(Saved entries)
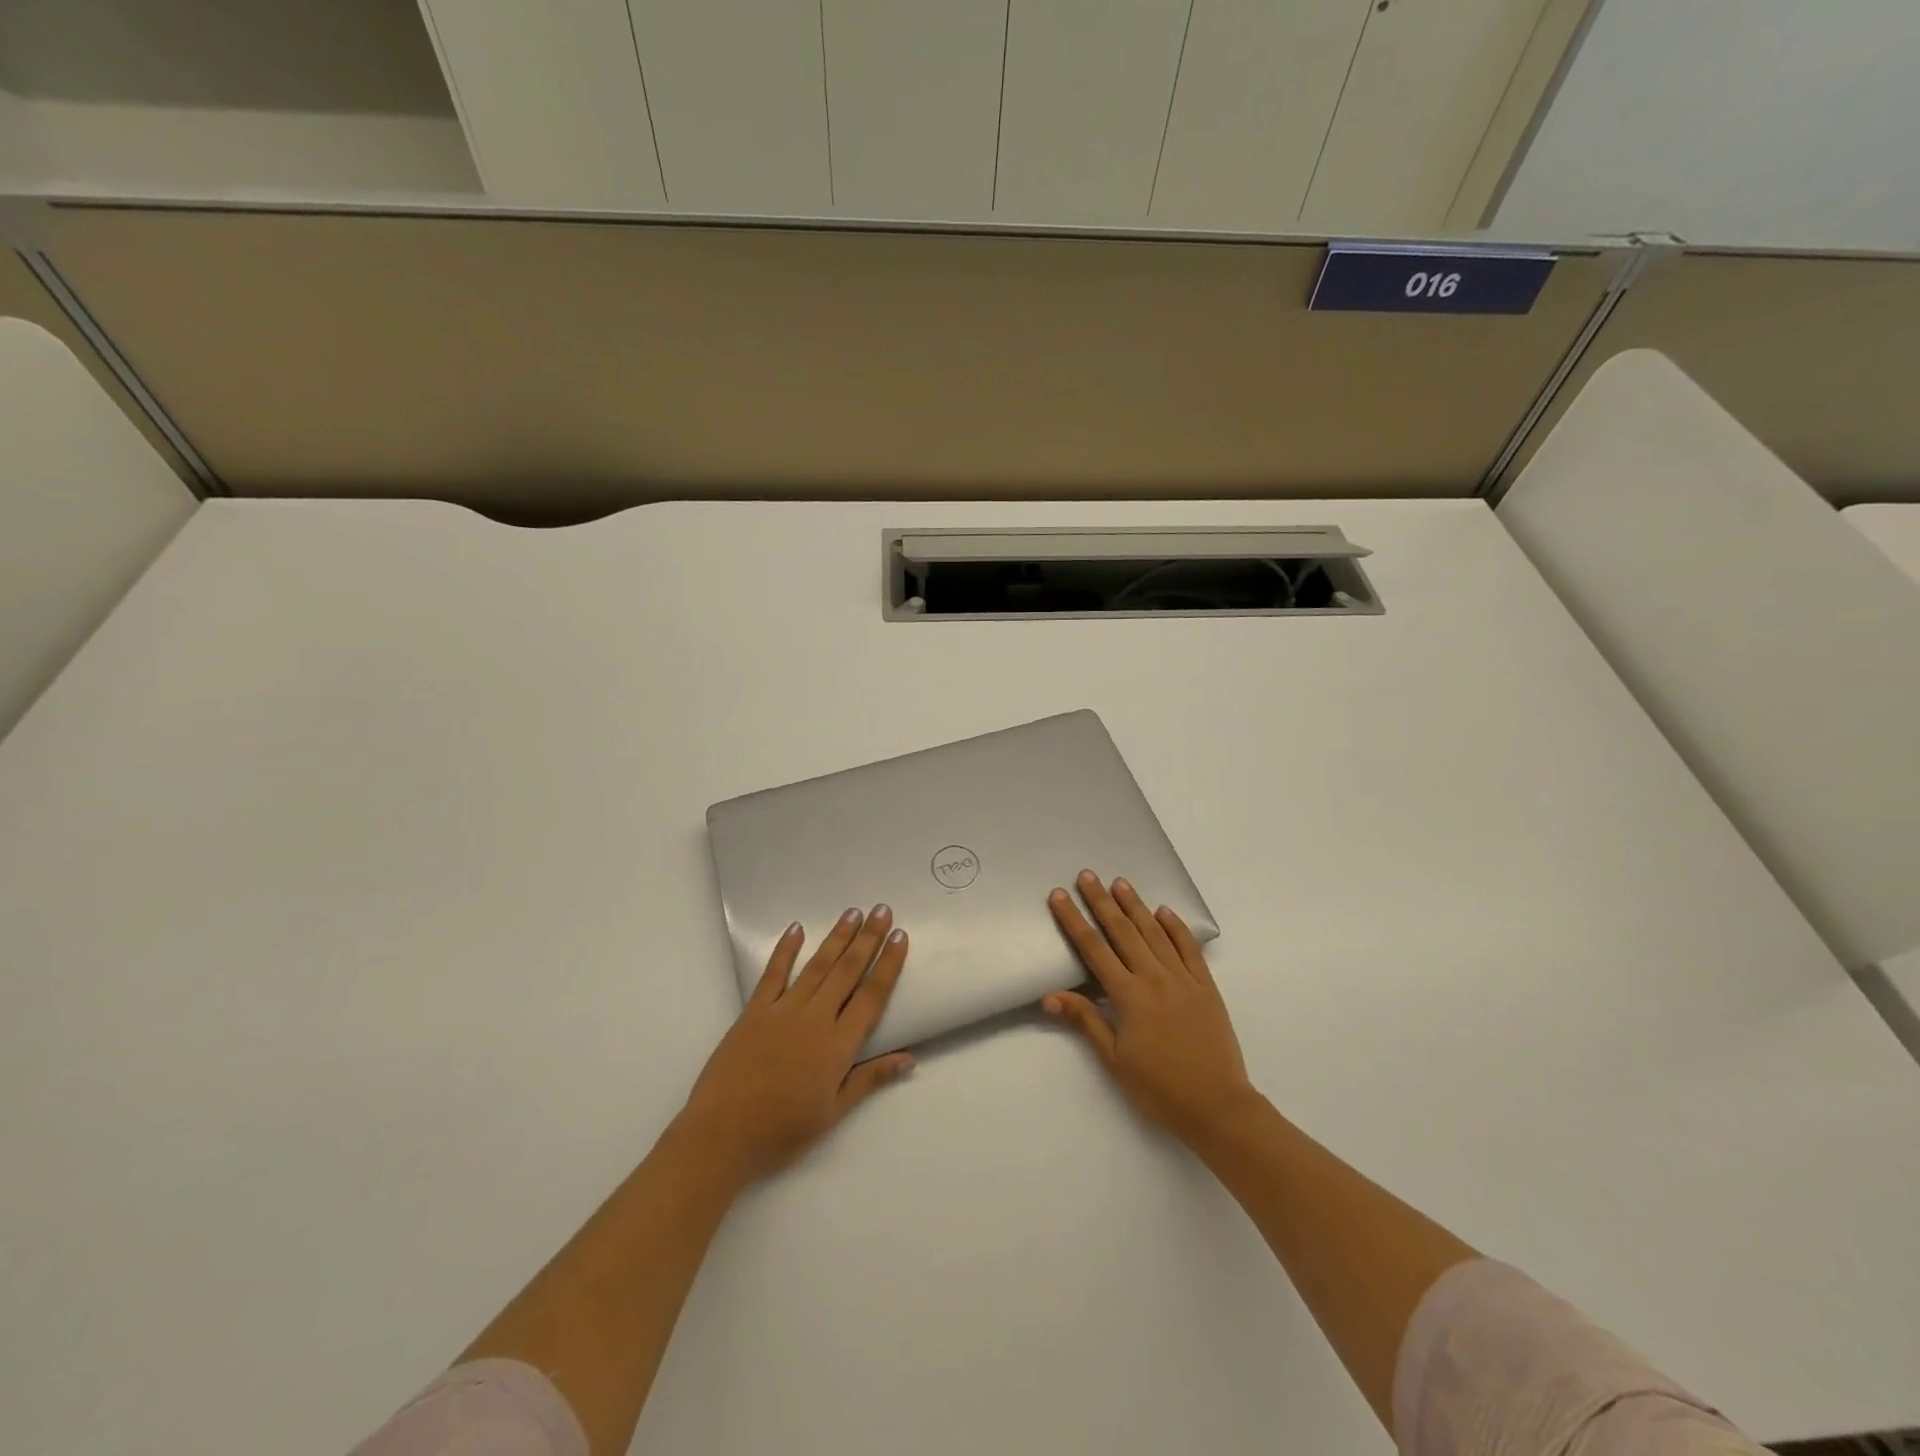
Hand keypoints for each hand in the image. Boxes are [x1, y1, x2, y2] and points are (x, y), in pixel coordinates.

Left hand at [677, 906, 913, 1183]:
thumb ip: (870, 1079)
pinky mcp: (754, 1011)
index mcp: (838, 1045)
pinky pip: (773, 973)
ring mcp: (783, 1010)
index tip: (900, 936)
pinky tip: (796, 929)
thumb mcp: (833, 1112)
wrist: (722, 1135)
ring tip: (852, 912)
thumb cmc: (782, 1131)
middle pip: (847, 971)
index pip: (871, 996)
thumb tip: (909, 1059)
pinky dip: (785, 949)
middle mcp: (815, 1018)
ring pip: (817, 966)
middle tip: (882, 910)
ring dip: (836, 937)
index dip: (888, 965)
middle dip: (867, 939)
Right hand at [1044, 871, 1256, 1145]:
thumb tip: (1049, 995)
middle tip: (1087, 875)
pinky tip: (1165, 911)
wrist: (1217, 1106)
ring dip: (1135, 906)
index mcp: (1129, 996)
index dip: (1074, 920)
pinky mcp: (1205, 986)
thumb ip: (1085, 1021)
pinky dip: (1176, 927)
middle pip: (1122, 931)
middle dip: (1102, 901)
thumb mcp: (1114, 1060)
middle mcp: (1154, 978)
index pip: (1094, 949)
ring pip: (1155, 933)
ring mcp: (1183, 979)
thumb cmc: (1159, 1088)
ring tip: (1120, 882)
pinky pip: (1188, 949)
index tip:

» **WHAT YOU ARE ASKED TO DO**
Copy out every line from the data above that has "pinky" in it.

» **FINISHED EXERCISE**
pinky mcp: (754, 1011)
pinky pip: (773, 973)
pinky tip: (796, 929)
pinky dip: (785, 949)
pinky tip: (1165, 911)
pinky mcp: (1205, 986)
pinky dip: (1176, 927)
pinky pip: (1188, 949)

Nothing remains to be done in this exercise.